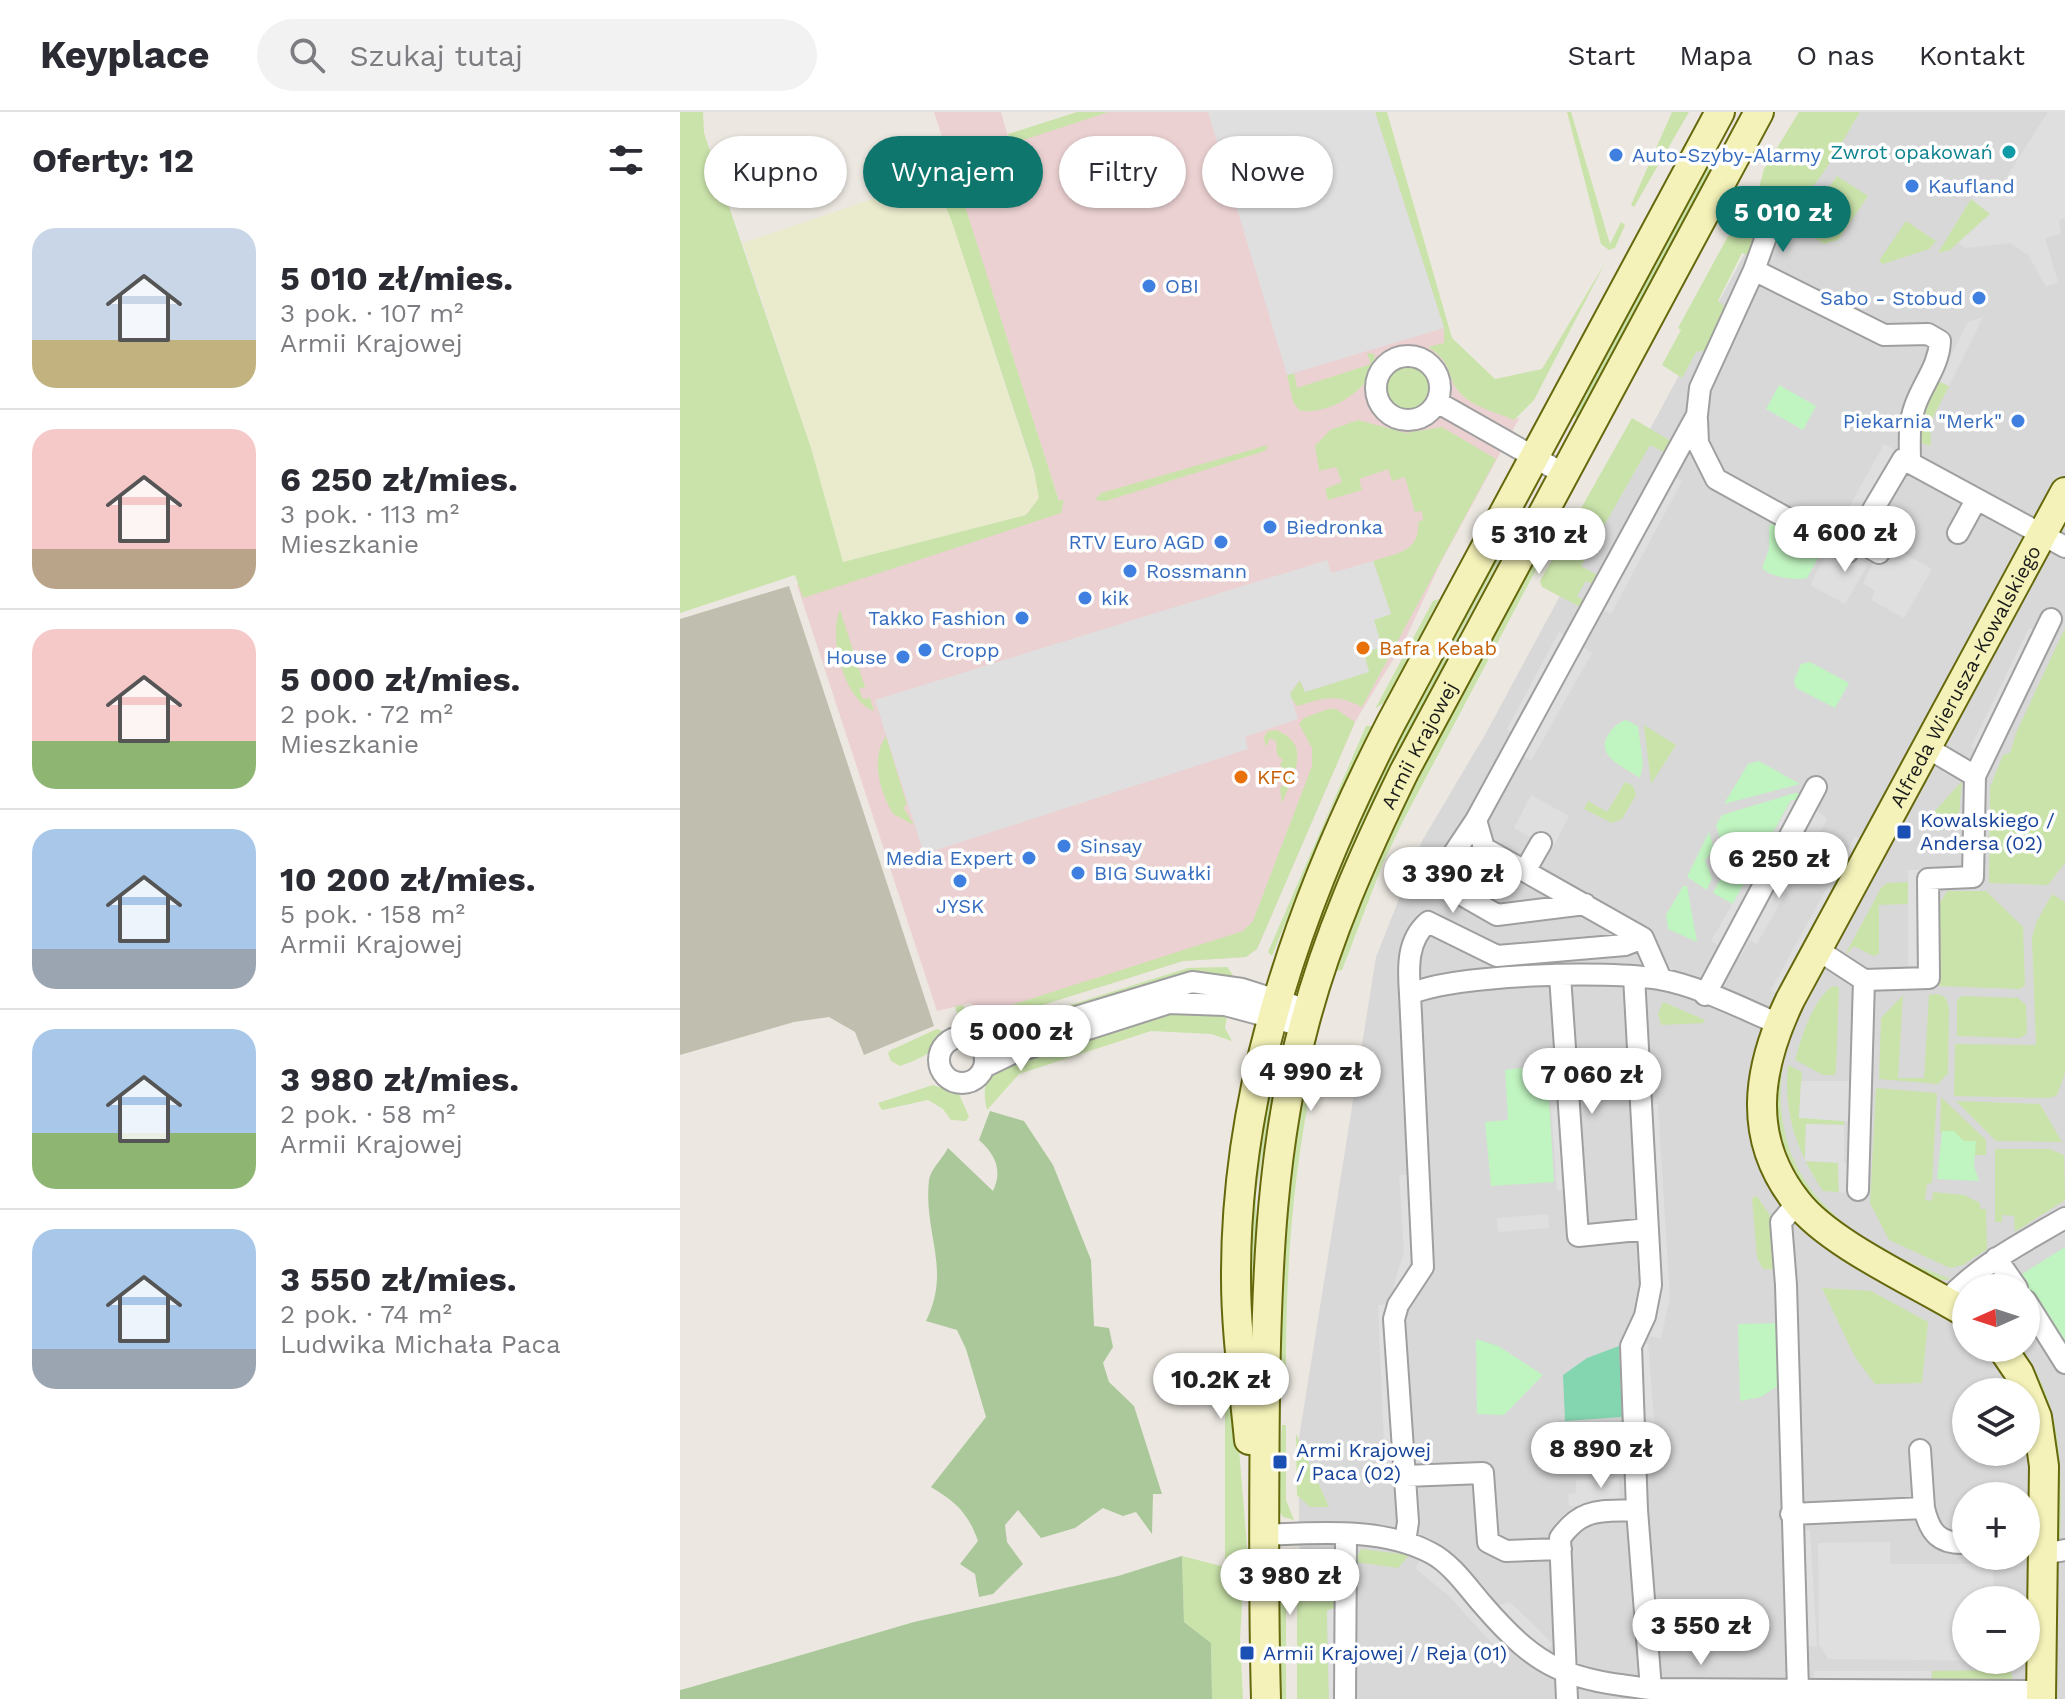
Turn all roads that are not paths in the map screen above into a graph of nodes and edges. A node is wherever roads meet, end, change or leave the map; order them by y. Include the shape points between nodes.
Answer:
1 (1720, 112) edge
2 (1759, 112) edge
3 (1771, 223) dead end
4 (1754, 270) junction
5 (1437, 402) dead end
6 (1697, 415) junction
7 (1536, 458) junction
8 (1910, 463) junction
9 (1564, 474) junction
10 (2065, 492) edge
11 (1976, 500) junction
12 (1958, 533) dead end
13 (1855, 539) junction
14 (2054, 540) edge
15 (1879, 553) dead end
16 (2051, 619) dead end
17 (1926, 747) junction
18 (1975, 776) junction
19 (1816, 787) dead end
20 (1476, 820) junction
21 (1541, 843) dead end
22 (1525, 871) junction
23 (1585, 904) junction
24 (1643, 938) junction
25 (1818, 950) junction
26 (1560, 976) junction
27 (1634, 976) junction
28 (1661, 979) junction
29 (1864, 980) junction
30 (1410, 994) junction
31 (1705, 995) junction
32 (1276, 1009) junction
33 (1306, 1018) junction
34 (1779, 1024) junction
35 (974, 1041) junction
36 (984, 1067) junction
37 (1858, 1190) dead end
38 (1797, 1203) junction
39 (2065, 1218) edge
40 (1648, 1229) junction
41 (1996, 1258) junction
42 (1972, 1274) edge
43 (2007, 1274) edge
44 (1952, 1305) edge
45 (2040, 1323) edge
46 (2012, 1362) edge
47 (2065, 1363) edge
48 (1920, 1450) dead end
49 (1405, 1476) junction
50 (1924, 1508) junction
51 (1637, 1510) junction
52 (1791, 1514) junction
53 (1262, 1535) junction
54 (1346, 1535) junction
55 (1952, 1541) edge
56 (1405, 1542) junction
57 (2044, 1547) edge
58 (1561, 1549) junction
59 (1566, 1674) junction
60 (1651, 1689) junction
61 (1798, 1690) junction
62 (1772, 1694) edge
63 (1922, 1694) edge
64 (2041, 1695) edge
65 (1266, 1699) edge
66 (1345, 1699) edge
67 (1567, 1699) edge

1 - 7 main road, Armii Krajowej
2 - 9 main road, Armii Krajowej
3 - 4 street
4 - 6 street via 1700,388
4 - 8 street via 1884,335 1928,334 1940,341 1939,356 1912,418
5 - 7 street
6 - 13 street via 1698,443 1716,479 1848,552
6 - 20 street
7 - 9 street
7 - 32 main road, Armii Krajowej via 1456,598 1349,805 1311,895
8 - 11 street
8 - 13 street via 1903,459
9 - 33 main road, Armii Krajowej via 1366,851
10 - 14 main road, Alfreda Wierusza-Kowalskiego
11 - 12 street
11 - 14 street
13 - 15 street
14 - 17 main road, Alfreda Wierusza-Kowalskiego
16 - 18 street
17 - 18 street
17 - 25 main road, Alfreda Wierusza-Kowalskiego
18 - 29 street via 1973,877 1928,879 1929,978
19 - 31 street
20 - 22 street via 1484,848
20 - 23 street via 1436,880 1497,915
21 - 22 street
22 - 23 street
23 - 24 street
24 - 28 street
24 - 30 street via 1625,945 1497,956 1428,922 1414,934
25 - 29 street
25 - 34 main road, Alfreda Wierusza-Kowalskiego
26 - 27 street
26 - 30 street via 1432,984
26 - 40 street via 1578,1236
27 - 28 street
27 - 40 street
28 - 31 street
29 - 37 street
30 - 49 street via 1423,1267 1394,1319
31 - 34 street
32 - 33 street
32 - 35 street via 1221,985 1183,983 1003,1039
32 - 36 street via 1169,1003
32 - 53 main road, Armii Krajowej via 1249,1134 1236,1254 1238,1329
33 - 53 main road, Armii Krajowej via 1272,1206
34 - 38 main road, Alfreda Wierusza-Kowalskiego via 1760,1096 1764,1134
35 - 36 street via 983,1052
35 - 36 street via 948,1042 940,1054 941,1068 949,1079 962,1083 976,1079
38 - 44 main road, Alfreda Wierusza-Kowalskiego via 1844,1240
38 - 52 street via 1781,1222
39 - 41 street
40 - 51 street via 1651,1285 1631,1346
41 - 42 street
41 - 43 street
45 - 47 street
46 - 57 main road via 2037,1417 2044,1466
48 - 50 street
49 - 56 street
49 - 58 street via 1483,1473 1488,1542 1506,1551
50 - 52 street
50 - 55 street via 1939,1539
51 - 58 street via 1587,1512 1571,1522 1560,1538
51 - 60 street
52 - 61 street
53 - 54 street
53 - 65 main road, Armii Krajowej
54 - 56 street
54 - 66 street
56 - 59 street via 1434,1554 1513,1640
57 - 64 main road
58 - 59 street
59 - 60 street
59 - 67 street
60 - 62 street
61 - 62 street
61 - 63 street
63 - 64 street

___

§ **Activity**:
In the records above, find each line that mentions the word "Kowalskiego", and copy it.

§ **Answer for the task**:
10 - 14 main road, Alfreda Wierusza-Kowalskiego
14 - 17 main road, Alfreda Wierusza-Kowalskiego
17 - 25 main road, Alfreda Wierusza-Kowalskiego
25 - 34 main road, Alfreda Wierusza-Kowalskiego
34 - 38 main road, Alfreda Wierusza-Kowalskiego via 1760,1096 1764,1134
38 - 44 main road, Alfreda Wierusza-Kowalskiego via 1844,1240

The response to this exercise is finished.